En lo que marca un hecho muy poco común en nuestras conmemoraciones oficiales, el Estado ha recordado por todo lo alto el bicentenario de los Tratados de Trujillo. Inauguró un nuevo monumento, organizó actos con participación de todo el alto gobierno, reeditaron los documentos y además los tradujeron a varios idiomas, incluyendo algunos que demuestran las nuevas coordenadas de nuestras relaciones internacionales: como el coreano, el ruso. Dentro del espíritu de la nación multiétnica que somos, fueron también traducidos al wayuunaki y al pemón. La prensa cubrió con profusión la noticia. 

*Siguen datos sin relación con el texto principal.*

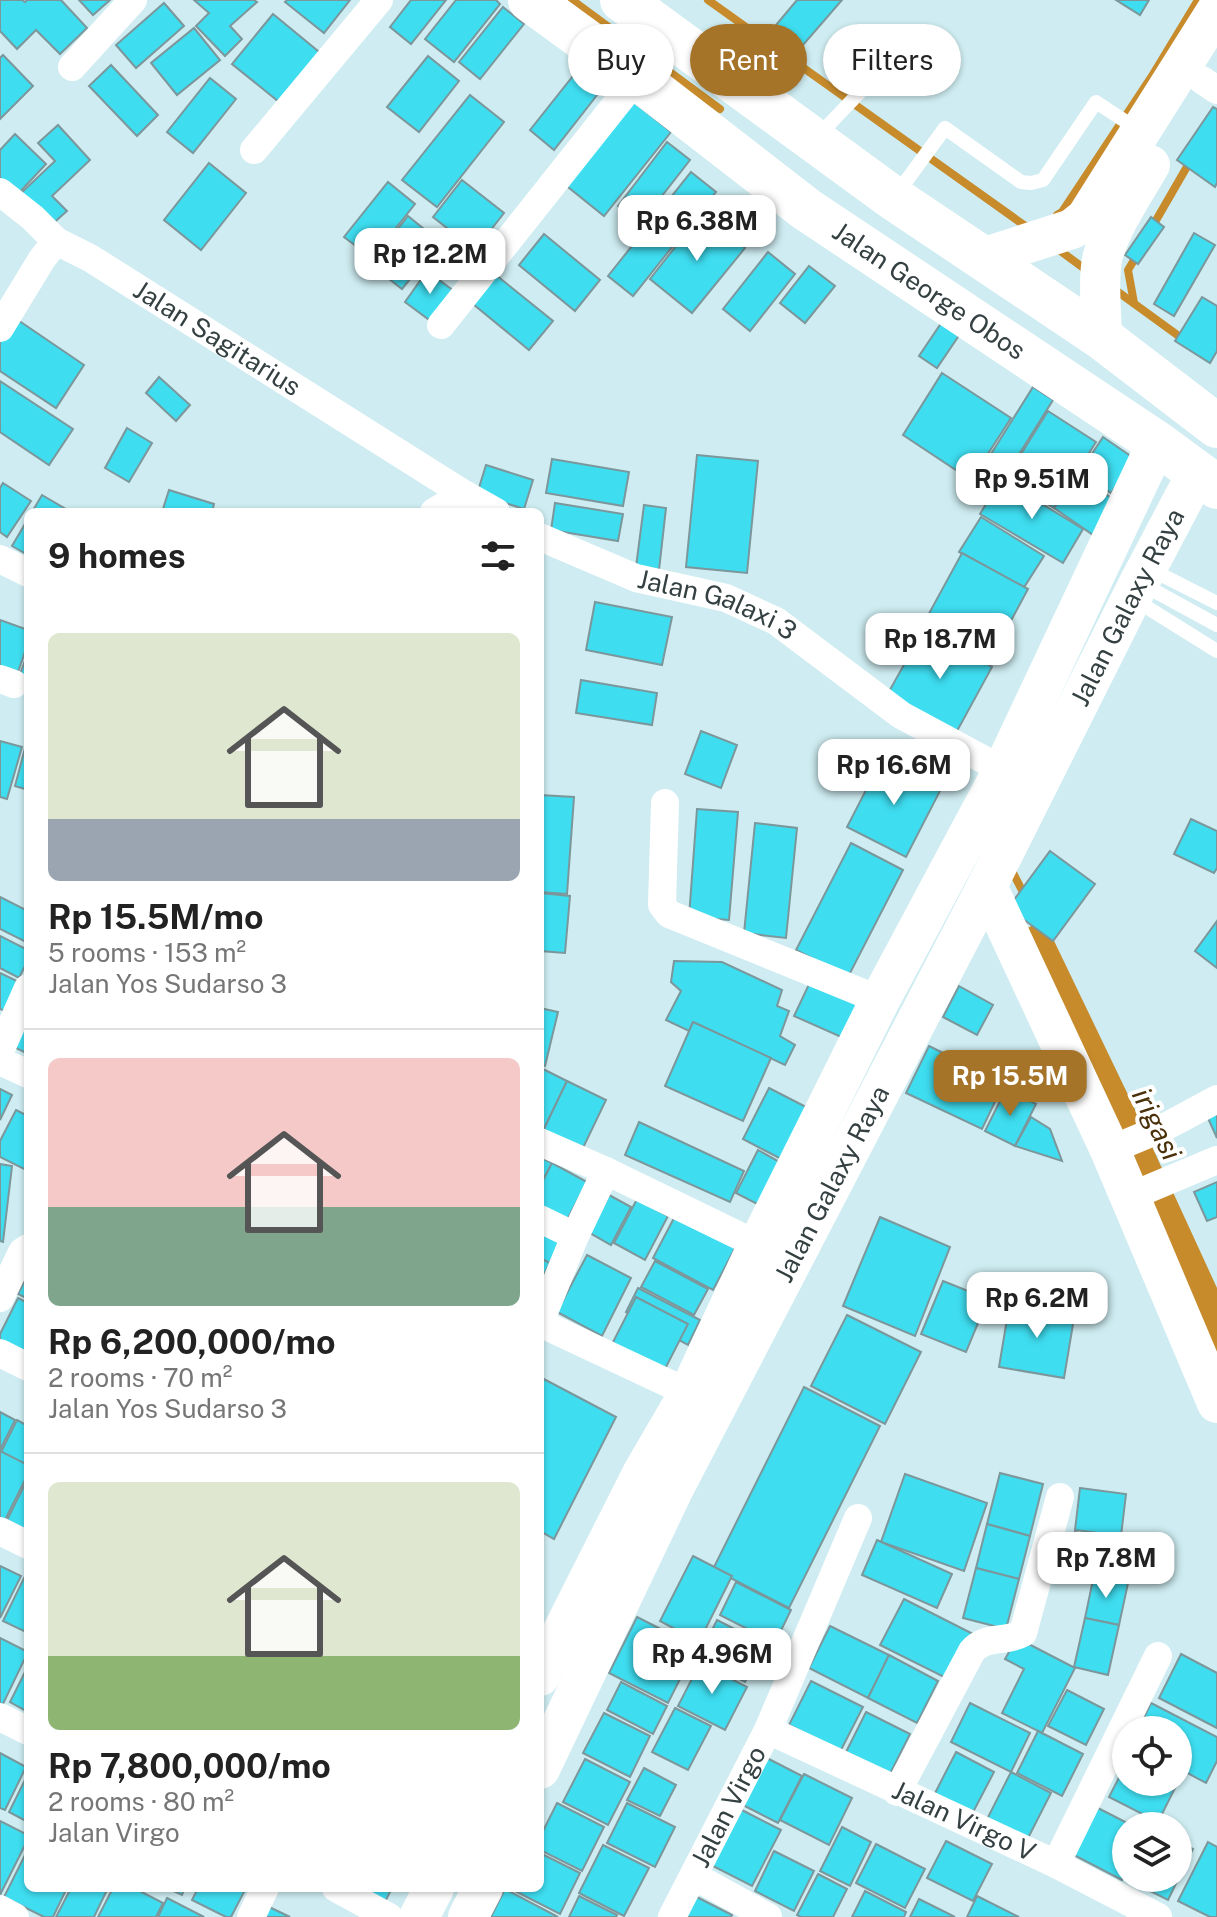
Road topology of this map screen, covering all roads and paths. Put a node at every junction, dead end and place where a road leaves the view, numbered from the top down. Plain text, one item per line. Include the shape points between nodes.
1 (133, 0) edge
2 (379, 0) edge
3 (530, 0) edge
4 (622, 0) edge
5 (1217, 10) edge
6 (568, 28) edge
7 (72, 67) dead end
8 (1212, 75) edge
9 (623, 96) edge
10 (660, 96) edge
11 (857, 96) edge
12 (1141, 132) junction
13 (814, 141) junction
14 (254, 150) dead end
15 (0, 192) edge
16 (893, 198) junction
17 (56, 241) junction
18 (982, 258) junction
19 (441, 325) dead end
20 (0, 328) edge
21 (1102, 338) junction
22 (1217, 426) edge
23 (1157, 443) junction
24 (1207, 480) edge
25 (464, 494) junction
26 (441, 508) edge
27 (489, 508) edge
28 (544, 539) edge
29 (0, 559) edge
30 (24, 571) edge
31 (1140, 583) junction
32 (1217, 603) edge
33 (1217, 625) edge
34 (1217, 651) edge
35 (1003, 770) junction
36 (665, 803) dead end
37 (987, 886) junction
38 (24, 997) edge
39 (880, 1000) junction
40 (0, 1051) edge
41 (0, 1061) edge
42 (24, 1072) edge
43 (1217, 1099) edge
44 (544, 1144) edge
45 (1122, 1145) junction
46 (1217, 1160) edge
47 (606, 1171) junction
48 (1144, 1191) junction
49 (544, 1221) edge
50 (575, 1236) junction
51 (758, 1245) junction
52 (24, 1251) edge
53 (0, 1298) edge
54 (544, 1313) edge
55 (544, 1325) edge
56 (0, 1353) edge
57 (24, 1365) edge
58 (689, 1393) junction
59 (1217, 1403) edge
60 (658, 1480) junction
61 (1060, 1497) dead end
62 (858, 1518) dead end
63 (0, 1531) edge
64 (24, 1543) edge
65 (1158, 1656) dead end
66 (544, 1669) edge
67 (0, 1717) edge
68 (24, 1729) edge
69 (768, 1730) junction
70 (544, 1759) edge
71 (897, 1792) junction
72 (1056, 1864) junction
73 (694, 1876) junction
74 (263, 1892) edge
75 (343, 1892) edge
76 (432, 1892) edge
77 (481, 1892) edge
78 (0, 1909) edge
79 (15, 1917) edge
80 (251, 1917) edge
81 (389, 1917) edge
82 (419, 1917) edge
83 (468, 1917) edge
84 (672, 1917) edge
85 (768, 1917) edge
86 (1158, 1917) edge

1 - 7 street
2 - 14 street
3 - 6 main road, Jalan George Obos
4 - 13 main road
5 - 12 street
8 - 21 street via 1114,226 1101,272
9 - 19 street
10 - 23 main road, Jalan George Obos via 806,209
11 - 13 lane
12 - 16 lane via 1096,102 1043,180 1031,183 1021,182 945,128
12 - 18 street via 1086,218 1072,229
13 - 16 main road
15 - 17 street, Jalan Sagitarius
16 - 18 main road
17 - 20 street
17 - 25 street, Jalan Sagitarius
18 - 21 main road
21 - 22 main road
23 - 24 main road, Jalan George Obos
23 - 35 street, Jalan Galaxy Raya
24 - 31 street, Jalan Galaxy Raya
25 - 26 street
25 - 27 street
28 - 35 street, Jalan Galaxi 3 via 636,578 726,598 776,621 901,715
29 - 30 street
31 - 32 lane
31 - 33 lane
31 - 34 lane
31 - 37 street, Jalan Galaxy Raya
35 - 39 street, Jalan Galaxy Raya
36 - 39 street via 662,905 669,914
37 - 45 street
37 - 60 street, Jalan Galaxy Raya
38 - 40 street
39 - 51 street, Jalan Galaxy Raya
41 - 42 street
43 - 45 street
44 - 47 street
45 - 48 street
46 - 48 street
47 - 50 street
47 - 51 street
48 - 59 street
49 - 50 street
50 - 54 street
51 - 58 street, Jalan Galaxy Raya
52 - 53 street
55 - 58 street
56 - 57 street
58 - 60 street, Jalan Galaxy Raya
60 - 66 street, Jalan Galaxy Raya
60 - 70 street, Jalan Galaxy Raya
61 - 71 street via 1023,1633 983,1642 972,1651
62 - 69 street, Jalan Virgo
63 - 64 street
65 - 72 street
67 - 68 street
69 - 71 street, Jalan Virgo V
69 - 73 street, Jalan Virgo
71 - 72 street, Jalan Virgo V
72 - 86 street, Jalan Virgo V
73 - 84 street, Jalan Virgo
73 - 85 street
74 - 80 street
75 - 81 street
76 - 82 street
77 - 83 street
78 - 79 street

No estamos en condiciones de descifrar qué otras miras puede haber de todo esto, pero indistintamente de las que fueran, que un acontecimiento asociado a la construcción de la paz cumpla una función en la Historia Oficial es toda una novedad. Y una que no puede pasar desapercibida. Los Tratados de Trujillo, es verdad, cumplen con muchos de los requisitos para obtener la carta de ciudadanía en la Historia Oficial: Simón Bolívar es uno de sus personajes centrales, ocurrieron en su momento de ascenso y, además, fueron una victoria para los republicanos. Pero más allá de todo eso, el historiador también encuentra en ellos otras cosas que trascienden los cánones de la epopeya, y que la oportunidad de los festejos le permite puntualizar. Cosas que permiten allanar una visión de nuestra historia que también exalte a la paz, a las leyes y a la civilidad. 

Los tratados

Hagamos primero un breve repaso de los hechos, ya que no puede darse por descontando que sean muy conocidos (de hecho, esa es otra de las sorpresas de tantas solemnidades oficiales: lo usual es que sean un episodio del que no se hable, o se haga sólo de pasada). El 25 de noviembre de 1820 los plenipotenciarios de la República de Colombia, Antonio José de Sucre, Pedro Briceño Méndez y José Gabriel Pérez, y del Reino de España, Ramón Correa, Juan Rodríguez Toro y Francisco de González de Linares, se reunieron en la ciudad de Trujillo y acordaron un Armisticio para que “tanto el ejército español como el de Colombia suspenden sus hostilidades de todas clases” por seis meses. Al día siguiente los mismos plenipotenciarios llegaron a otro acuerdo, más importante, de Regularización de la Guerra, según el cual “la guerra entre España y Colombia se hará como lo hacen los pueblos civilizados”. El 27 de noviembre ocurrió el famoso encuentro en el que Bolívar y Pablo Morillo se encontraron, dieron un abrazo que literalmente pasó a la historia, y ratificaron los tratados. 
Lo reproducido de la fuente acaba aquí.